▸ Goal of the exercise: Each line below with the word "Jackson" needs to be copied.

═════ Data extracts

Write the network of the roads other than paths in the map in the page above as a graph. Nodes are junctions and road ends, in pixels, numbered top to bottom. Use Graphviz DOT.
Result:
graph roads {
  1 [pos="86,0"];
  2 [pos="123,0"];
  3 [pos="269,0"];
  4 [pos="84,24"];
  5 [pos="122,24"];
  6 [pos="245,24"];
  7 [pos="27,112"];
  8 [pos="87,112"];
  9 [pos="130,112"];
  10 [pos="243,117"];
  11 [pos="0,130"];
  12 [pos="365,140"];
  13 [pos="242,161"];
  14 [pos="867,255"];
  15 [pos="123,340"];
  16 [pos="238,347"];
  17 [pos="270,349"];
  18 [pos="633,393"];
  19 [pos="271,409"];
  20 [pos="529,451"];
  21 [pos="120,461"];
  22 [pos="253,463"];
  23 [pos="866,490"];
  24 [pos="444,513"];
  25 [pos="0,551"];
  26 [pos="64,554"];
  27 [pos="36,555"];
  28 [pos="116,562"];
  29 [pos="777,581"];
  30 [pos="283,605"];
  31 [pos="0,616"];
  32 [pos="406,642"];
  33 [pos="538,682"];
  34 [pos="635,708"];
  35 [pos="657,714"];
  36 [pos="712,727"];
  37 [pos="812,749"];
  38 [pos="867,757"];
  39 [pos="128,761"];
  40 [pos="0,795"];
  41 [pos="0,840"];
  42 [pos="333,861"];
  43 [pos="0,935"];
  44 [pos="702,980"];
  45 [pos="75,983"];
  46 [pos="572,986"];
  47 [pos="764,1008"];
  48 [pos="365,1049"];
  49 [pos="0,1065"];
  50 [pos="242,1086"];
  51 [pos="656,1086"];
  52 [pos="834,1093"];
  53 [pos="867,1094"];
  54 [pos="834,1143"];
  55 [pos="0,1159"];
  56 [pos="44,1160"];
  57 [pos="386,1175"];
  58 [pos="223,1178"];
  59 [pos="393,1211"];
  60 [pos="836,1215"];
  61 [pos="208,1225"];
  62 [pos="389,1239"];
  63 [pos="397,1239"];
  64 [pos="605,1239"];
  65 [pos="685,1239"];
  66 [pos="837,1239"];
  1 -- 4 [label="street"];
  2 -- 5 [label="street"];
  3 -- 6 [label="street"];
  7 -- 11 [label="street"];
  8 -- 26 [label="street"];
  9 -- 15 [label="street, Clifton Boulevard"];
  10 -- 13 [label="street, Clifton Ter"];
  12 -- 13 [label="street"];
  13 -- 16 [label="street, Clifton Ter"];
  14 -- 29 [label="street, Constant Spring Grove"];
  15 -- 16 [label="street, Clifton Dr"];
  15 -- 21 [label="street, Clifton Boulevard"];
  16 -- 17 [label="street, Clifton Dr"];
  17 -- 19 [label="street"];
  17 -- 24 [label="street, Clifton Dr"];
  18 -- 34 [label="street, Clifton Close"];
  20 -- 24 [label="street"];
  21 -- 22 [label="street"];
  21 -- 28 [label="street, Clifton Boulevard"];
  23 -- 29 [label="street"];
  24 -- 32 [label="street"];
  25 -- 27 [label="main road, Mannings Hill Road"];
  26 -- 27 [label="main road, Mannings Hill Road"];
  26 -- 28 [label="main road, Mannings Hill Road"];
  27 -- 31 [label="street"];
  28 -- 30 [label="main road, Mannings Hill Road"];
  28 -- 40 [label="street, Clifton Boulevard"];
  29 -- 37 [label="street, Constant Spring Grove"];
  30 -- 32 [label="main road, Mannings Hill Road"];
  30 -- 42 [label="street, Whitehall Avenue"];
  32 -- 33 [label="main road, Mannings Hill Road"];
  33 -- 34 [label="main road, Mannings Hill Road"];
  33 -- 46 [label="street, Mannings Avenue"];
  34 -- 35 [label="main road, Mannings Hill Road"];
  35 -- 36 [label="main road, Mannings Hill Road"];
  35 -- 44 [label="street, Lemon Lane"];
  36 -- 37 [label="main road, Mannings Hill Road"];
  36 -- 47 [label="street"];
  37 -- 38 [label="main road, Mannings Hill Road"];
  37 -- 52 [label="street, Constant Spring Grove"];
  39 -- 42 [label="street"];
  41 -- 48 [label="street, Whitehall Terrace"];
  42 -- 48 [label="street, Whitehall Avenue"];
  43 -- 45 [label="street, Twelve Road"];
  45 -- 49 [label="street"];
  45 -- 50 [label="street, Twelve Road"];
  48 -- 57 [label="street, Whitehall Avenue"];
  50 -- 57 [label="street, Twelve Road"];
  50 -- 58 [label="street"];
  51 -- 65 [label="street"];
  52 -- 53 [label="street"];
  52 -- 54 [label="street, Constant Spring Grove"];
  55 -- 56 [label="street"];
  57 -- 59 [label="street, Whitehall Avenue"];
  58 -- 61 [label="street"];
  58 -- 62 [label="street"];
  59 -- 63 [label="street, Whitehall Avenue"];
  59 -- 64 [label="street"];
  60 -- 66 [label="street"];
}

══════════
═════ Data extracts

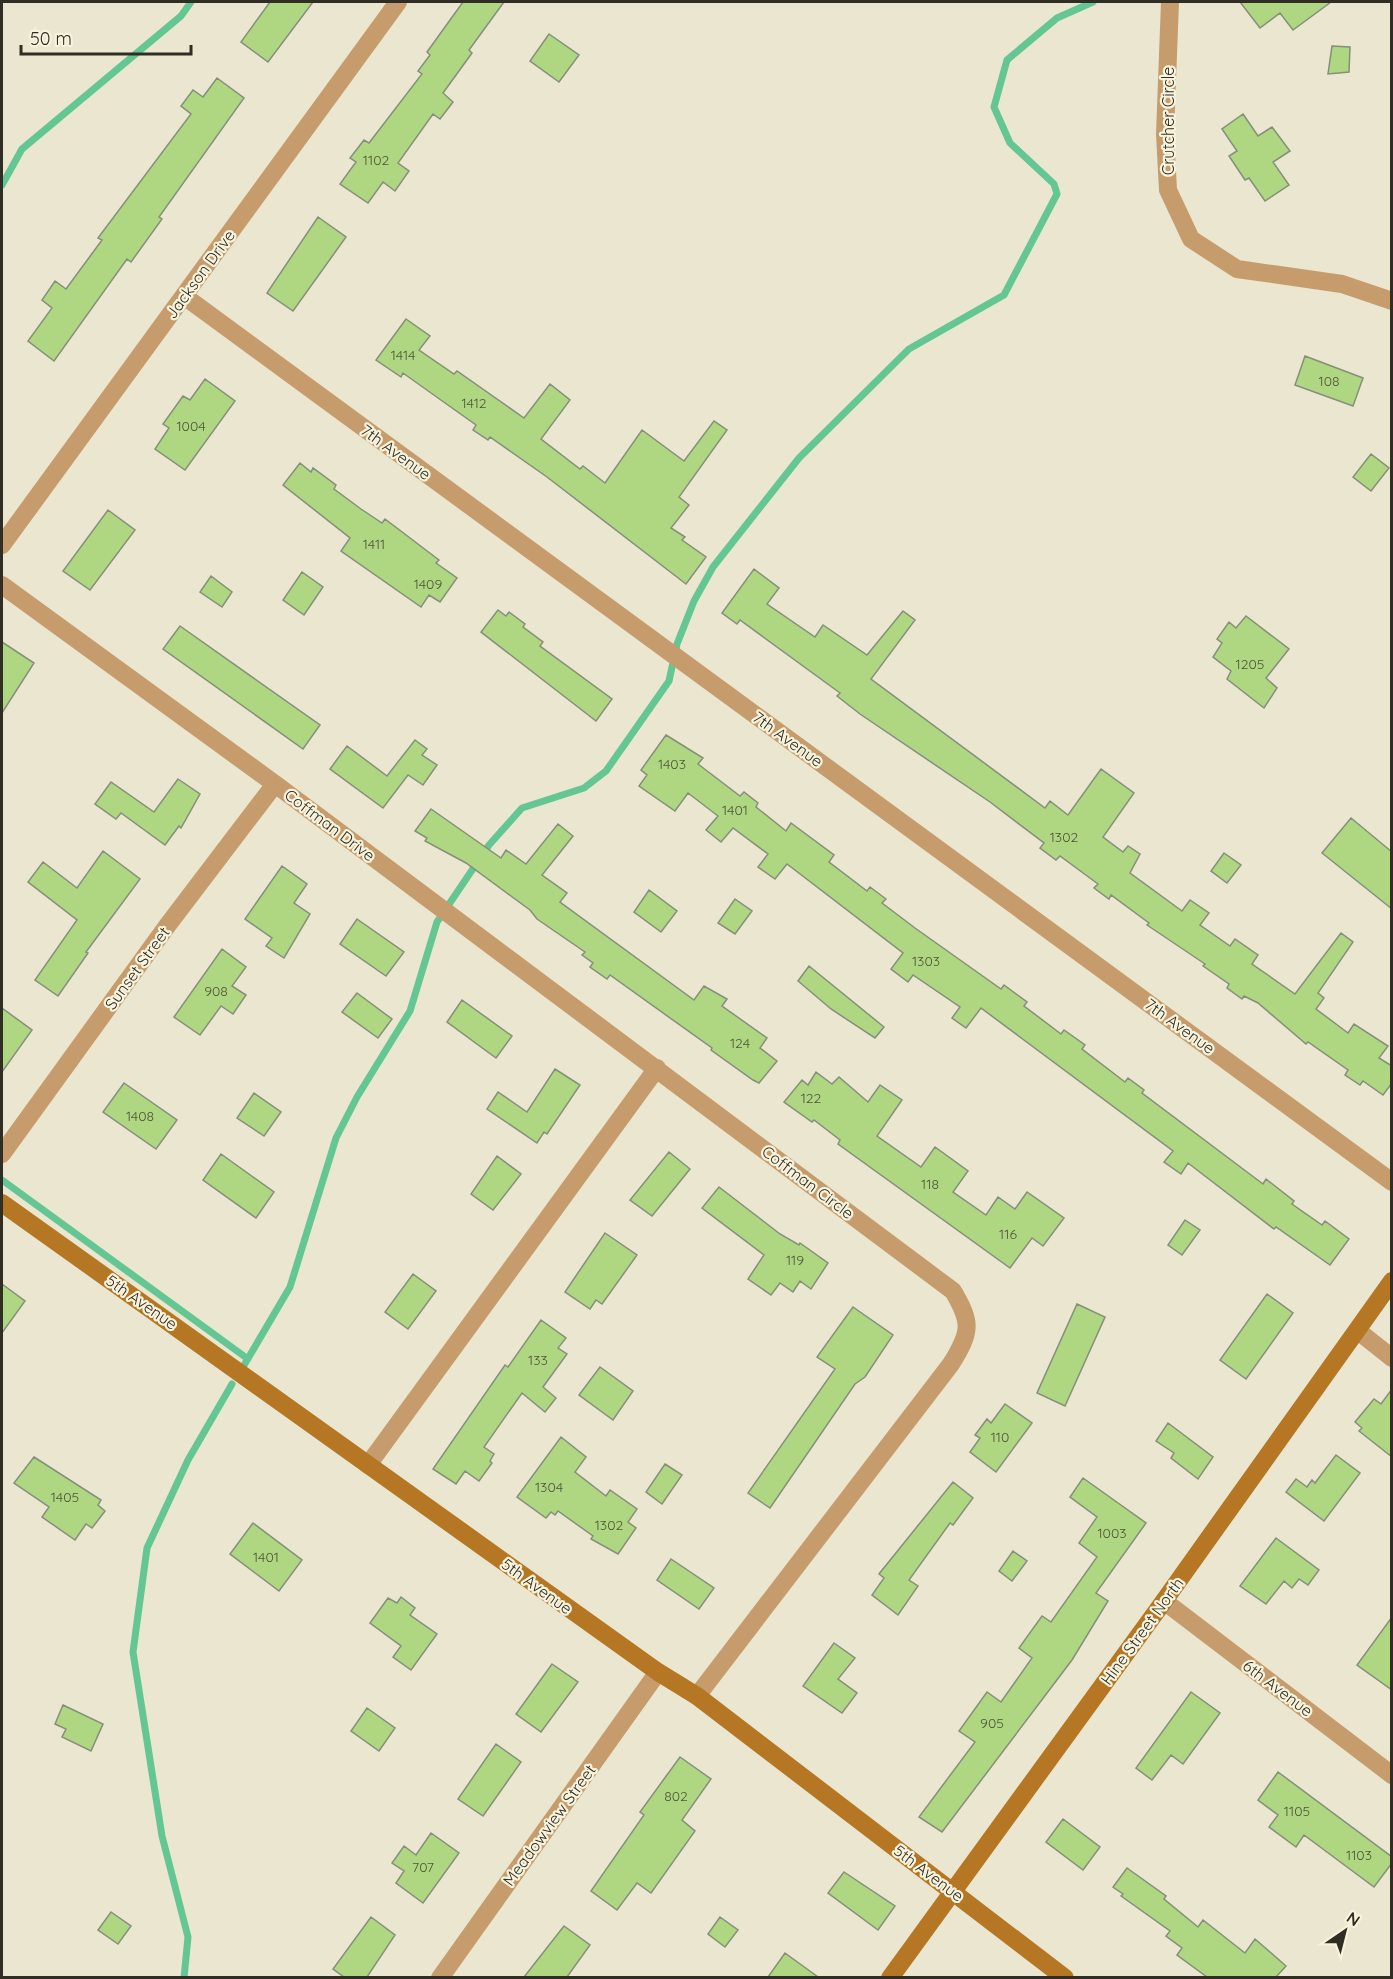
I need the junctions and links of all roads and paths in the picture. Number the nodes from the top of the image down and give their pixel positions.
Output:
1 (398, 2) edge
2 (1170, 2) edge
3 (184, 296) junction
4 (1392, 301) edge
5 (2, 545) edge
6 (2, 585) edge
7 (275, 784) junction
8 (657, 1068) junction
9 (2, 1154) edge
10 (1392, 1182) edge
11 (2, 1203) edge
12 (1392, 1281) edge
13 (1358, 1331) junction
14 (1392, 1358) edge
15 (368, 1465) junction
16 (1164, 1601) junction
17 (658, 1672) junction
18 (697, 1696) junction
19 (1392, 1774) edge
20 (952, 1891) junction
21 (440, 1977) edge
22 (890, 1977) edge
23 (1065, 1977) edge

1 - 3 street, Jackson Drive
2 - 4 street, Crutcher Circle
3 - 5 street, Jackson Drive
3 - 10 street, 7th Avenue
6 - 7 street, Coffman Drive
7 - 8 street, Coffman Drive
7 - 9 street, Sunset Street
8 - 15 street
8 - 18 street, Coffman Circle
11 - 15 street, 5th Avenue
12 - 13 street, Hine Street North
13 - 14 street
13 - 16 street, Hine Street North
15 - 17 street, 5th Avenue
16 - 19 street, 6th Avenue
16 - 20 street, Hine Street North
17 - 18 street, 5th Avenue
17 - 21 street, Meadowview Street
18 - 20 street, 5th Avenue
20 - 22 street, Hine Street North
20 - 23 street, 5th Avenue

══════════

▸ Result of the task:
1 - 3 street, Jackson Drive
3 - 5 street, Jackson Drive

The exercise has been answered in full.